In 2001, the 7th U.S. Circuit Court of Appeals ruled that the American Assn. of Neurological Surgeons could suspend a member after a hearing showed that he had given improper testimony as an expert witness in a medical malpractice trial. The court went so far as to state that judges need this sort of help in screening expert witnesses.
Now organized medicine's ability to uphold the standard of this aspect of the profession is again being challenged. A California physician has sued the Florida Medical Assn. and three Florida physicians over an FMA review of testimony he gave in a lawsuit against the three doctors. The examination was requested by the three doctors after they won their case. The FMA has not yet issued its opinion.

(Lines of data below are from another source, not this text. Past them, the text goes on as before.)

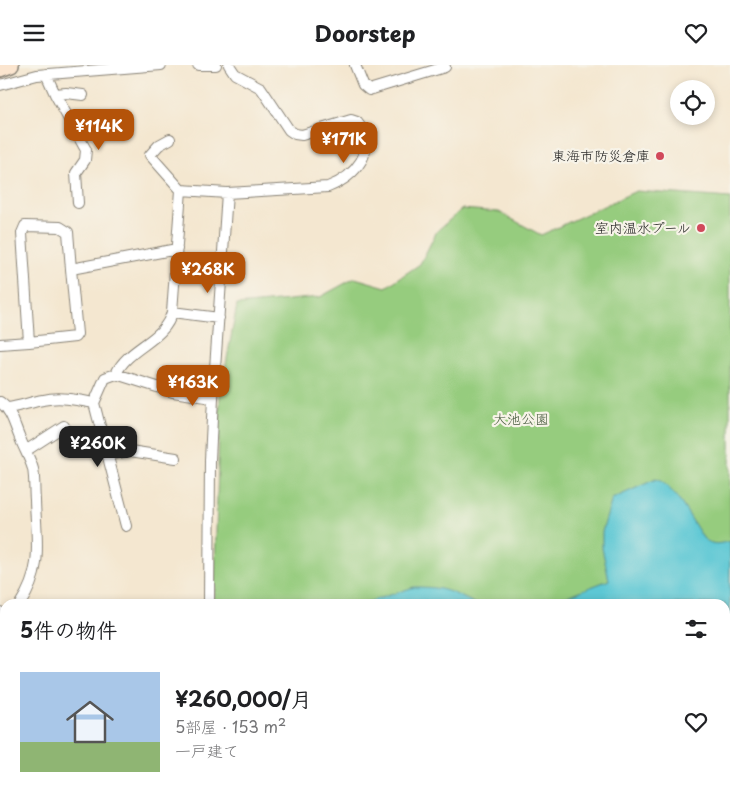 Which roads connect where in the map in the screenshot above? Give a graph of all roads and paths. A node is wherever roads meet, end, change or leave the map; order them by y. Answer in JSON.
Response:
{"nodes":[{"id":1,"x":11,"y":65,"type":"edge"},
{"id":2,"x":161,"y":65,"type":"edge"},
{"id":3,"x":198,"y":65,"type":"edge"},
{"id":4,"x":216,"y":65,"type":"edge"},
{"id":5,"x":229,"y":65,"type":"edge"},
{"id":6,"x":355,"y":65,"type":"edge"},
{"id":7,"x":445,"y":67,"type":"dead end"},
{"id":8,"x":0,"y":69,"type":"edge"},
{"id":9,"x":46,"y":75,"type":"junction"},
{"id":10,"x":0,"y":85,"type":"edge"},
{"id":11,"x":55,"y":95,"type":"junction"},
{"id":12,"x":83,"y":95,"type":"dead end"},
{"id":13,"x":170,"y":139,"type":"dead end"},
{"id":14,"x":181,"y":190,"type":"junction"},
{"id":15,"x":227,"y":193,"type":"junction"},
{"id":16,"x":78,"y":203,"type":"dead end"},
{"id":17,"x":177,"y":249,"type":"junction"},
{"id":18,"x":72,"y":269,"type":"junction"},
{"id":19,"x":172,"y":312,"type":"junction"},
{"id":20,"x":218,"y":319,"type":"junction"},
{"id":21,"x":29,"y":342,"type":"junction"},
{"id":22,"x":0,"y":344,"type":"edge"},
{"id":23,"x":116,"y":374,"type":"junction"},
{"id":24,"x":213,"y":398,"type":"junction"},
{"id":25,"x":94,"y":403,"type":"junction"},
{"id":26,"x":4,"y":405,"type":"edge"},
{"id":27,"x":64,"y":426,"type":"dead end"},
{"id":28,"x":27,"y":450,"type":"junction"},
{"id":29,"x":108,"y":455,"type":"junction"},
{"id":30,"x":176,"y":458,"type":"dead end"},
{"id":31,"x":126,"y":526,"type":"dead end"},
{"id":32,"x":23,"y":599,"type":"edge"},
{"id":33,"x":209,"y":599,"type":"edge"}],
"edges":[{"from":1,"to":8,"type":"main road"},
{"from":2,"to":9,"type":"street"},
{"from":3,"to":4,"type":"street"},
{"from":5,"to":15,"type":"street"},
{"from":6,"to":7,"type":"street"},
{"from":9,"to":10,"type":"street"},
{"from":9,"to":11,"type":"street"},
{"from":11,"to":12,"type":"street"},
{"from":11,"to":16,"type":"street"},
{"from":13,"to":14,"type":"street"},
{"from":14,"to":15,"type":"street"},
{"from":14,"to":17,"type":"street"},
{"from":15,"to":20,"type":"street"},
{"from":17,"to":18,"type":"street"},
{"from":17,"to":19,"type":"street"},
{"from":18,"to":21,"type":"street"},
{"from":18,"to":21,"type":"street"},
{"from":19,"to":20,"type":"street"},
{"from":19,"to":23,"type":"street"},
{"from":20,"to":24,"type":"street"},
{"from":21,"to":22,"type":"street"},
{"from":23,"to":24,"type":"street"},
{"from":23,"to":25,"type":"street"},
{"from":24,"to":33,"type":"street"},
{"from":25,"to":26,"type":"street"},
{"from":25,"to":29,"type":"street"},
{"from":26,"to":28,"type":"street"},
{"from":27,"to":28,"type":"street"},
{"from":28,"to":32,"type":"street"},
{"from":29,"to":30,"type":"street"},
{"from":29,"to":31,"type":"street"}]} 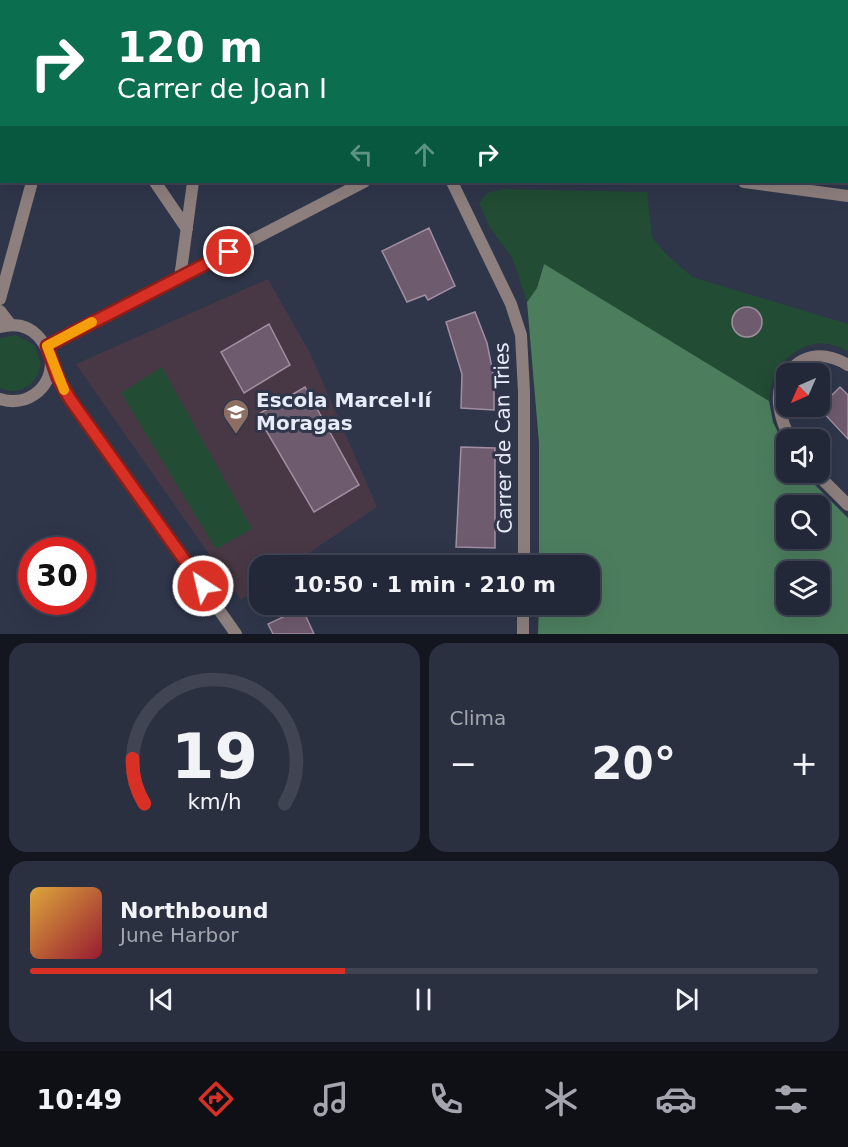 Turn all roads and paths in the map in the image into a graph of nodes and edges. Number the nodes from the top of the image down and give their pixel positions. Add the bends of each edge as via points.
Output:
1 (32, 183) edge
2 (156, 183) edge
3 (193, 183) edge
4 (362, 183) edge
5 (452, 183) edge
6 (751, 183) edge
7 (848, 196) edge
8 (187, 229) junction
9 (180, 278) junction
10 (0, 299) edge
11 (0, 311) edge
12 (5, 326) edge
13 (47, 346) junction
14 (51, 361) junction
15 (800, 363) edge
16 (848, 365) edge
17 (39, 392) junction
18 (0, 399) edge
19 (70, 399) junction
20 (826, 483) edge
21 (848, 505) edge
22 (524, 555) edge
23 (523, 615) edge
24 (237, 634) edge
25 (523, 634) edge

1 - 10 street
2 - 8 street
3 - 8 street
4 - 9 street
5 - 22 street, Carrer de Can Tries via 511,304 521,335
6 - 7 street
8 - 9 street
9 - 13 street
11 - 12 street
12 - 13 street via 32,330
13 - 14 street
14 - 17 street via 49,377
14 - 19 street
15 - 16 street via 825,355
17 - 18 street via 19,401
17 - 19 street via 55,391
19 - 24 street
20 - 21 street
23 - 25 street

The California doctor charges that the review request defamed him and is asking the court to put an end to the FMA program. His attorney stated that it is not organized medicine's role to police expert testimony.
But medical societies are in a unique position to evaluate whether an expert witness has accurately described the standard of care around which a medical malpractice case revolves and has truthfully presented his or her qualifications. Due process must, of course, be used when scrutinizing expert witnesses who have been challenged.
Boiled down to its essence, the giving of medicolegal testimony constitutes the practice of medicine, and it is best monitored by organized medicine.
As CEJA said in its report, doctors who deliver dishonest medical testimony not only discredit physicians as a group, but also endanger the public's trust and undermine its understanding of medicine. That is an injustice that must not be allowed.